Am Wednesday 16 September 2009 16:15:11 schrieb Felipe Magno de Almeida:
On Wed, Sep 16, 2009 at 1:08 PM, Stefan Strasser <strasser@uni-bremen.de> wrote:
Am Wednesday 16 September 2009 16:01:00 schrieb Felipe Magno de Almeida:
[snip]
the custom destruction can be shared through the application for use with allocators for example.
that's a valid point, but I'm still not sure if changing the type of a widely used class whose ONLY purpose is to call "delete", and break some code, is the right thing to do. it would be a new pointer type. the only thing it has in common with scoped_ptr is the pointer semantics. and you could easily introduce a new type that makes this easy to build: template<class T, class This> class ptr; //part of boost template<class T> struct ogre_ptr : public ptr<T,ogre_ptr<This> >{ ogre_ptr(T *t) : ... ~ogre_ptr(){ delete ogre-style. } };
that simplifies things a lot.
It does for delete and it does for custom deleters.

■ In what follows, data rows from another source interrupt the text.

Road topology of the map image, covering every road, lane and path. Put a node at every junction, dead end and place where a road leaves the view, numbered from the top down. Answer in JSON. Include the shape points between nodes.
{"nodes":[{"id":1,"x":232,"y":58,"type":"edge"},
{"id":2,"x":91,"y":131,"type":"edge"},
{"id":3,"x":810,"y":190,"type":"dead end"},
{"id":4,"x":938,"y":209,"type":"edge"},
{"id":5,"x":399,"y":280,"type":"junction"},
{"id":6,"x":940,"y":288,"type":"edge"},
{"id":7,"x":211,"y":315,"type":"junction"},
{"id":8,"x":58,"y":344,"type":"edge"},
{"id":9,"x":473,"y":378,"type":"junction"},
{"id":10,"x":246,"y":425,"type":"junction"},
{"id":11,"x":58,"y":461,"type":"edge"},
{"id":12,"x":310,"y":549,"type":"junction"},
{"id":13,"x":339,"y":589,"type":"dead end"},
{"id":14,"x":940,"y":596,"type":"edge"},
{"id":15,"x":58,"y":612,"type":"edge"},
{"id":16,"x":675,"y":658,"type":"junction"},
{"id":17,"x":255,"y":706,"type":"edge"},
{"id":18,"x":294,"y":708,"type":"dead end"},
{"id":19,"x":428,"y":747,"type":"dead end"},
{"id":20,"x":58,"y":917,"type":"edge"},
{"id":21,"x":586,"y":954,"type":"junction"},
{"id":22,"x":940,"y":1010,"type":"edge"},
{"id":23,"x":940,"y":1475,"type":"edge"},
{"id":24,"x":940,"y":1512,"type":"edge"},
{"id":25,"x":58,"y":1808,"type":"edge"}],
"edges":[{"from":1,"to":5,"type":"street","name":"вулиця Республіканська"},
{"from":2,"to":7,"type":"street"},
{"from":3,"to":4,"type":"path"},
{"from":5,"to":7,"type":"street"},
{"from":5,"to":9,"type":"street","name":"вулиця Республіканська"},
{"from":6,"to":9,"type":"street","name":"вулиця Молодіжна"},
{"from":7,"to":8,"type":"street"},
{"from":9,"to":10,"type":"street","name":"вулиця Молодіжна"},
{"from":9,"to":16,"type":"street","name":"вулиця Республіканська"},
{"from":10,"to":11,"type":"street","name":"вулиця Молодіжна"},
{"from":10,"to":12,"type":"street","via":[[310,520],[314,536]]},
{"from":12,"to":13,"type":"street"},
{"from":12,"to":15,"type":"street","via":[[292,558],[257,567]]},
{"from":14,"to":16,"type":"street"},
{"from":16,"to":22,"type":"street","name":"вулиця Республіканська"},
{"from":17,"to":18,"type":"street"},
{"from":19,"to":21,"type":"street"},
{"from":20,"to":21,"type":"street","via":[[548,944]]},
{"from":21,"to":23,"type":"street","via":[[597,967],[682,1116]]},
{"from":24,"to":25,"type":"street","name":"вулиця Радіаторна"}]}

but a scoped_ptr delete would provide the same thing as a destructor or a scope exit: execute custom code.
I don't understand why you think calling delete is so different from any other kind of destruction. To me it is as custom as anything else.
the only reason shared_ptr or unique_ptr do have deleters is because the point of destruction aren't statically known, as they can be copied or moved.
They do because it allows using other destruction strategy. Because the point of destruction is unknown is because it uses a type erasure technique.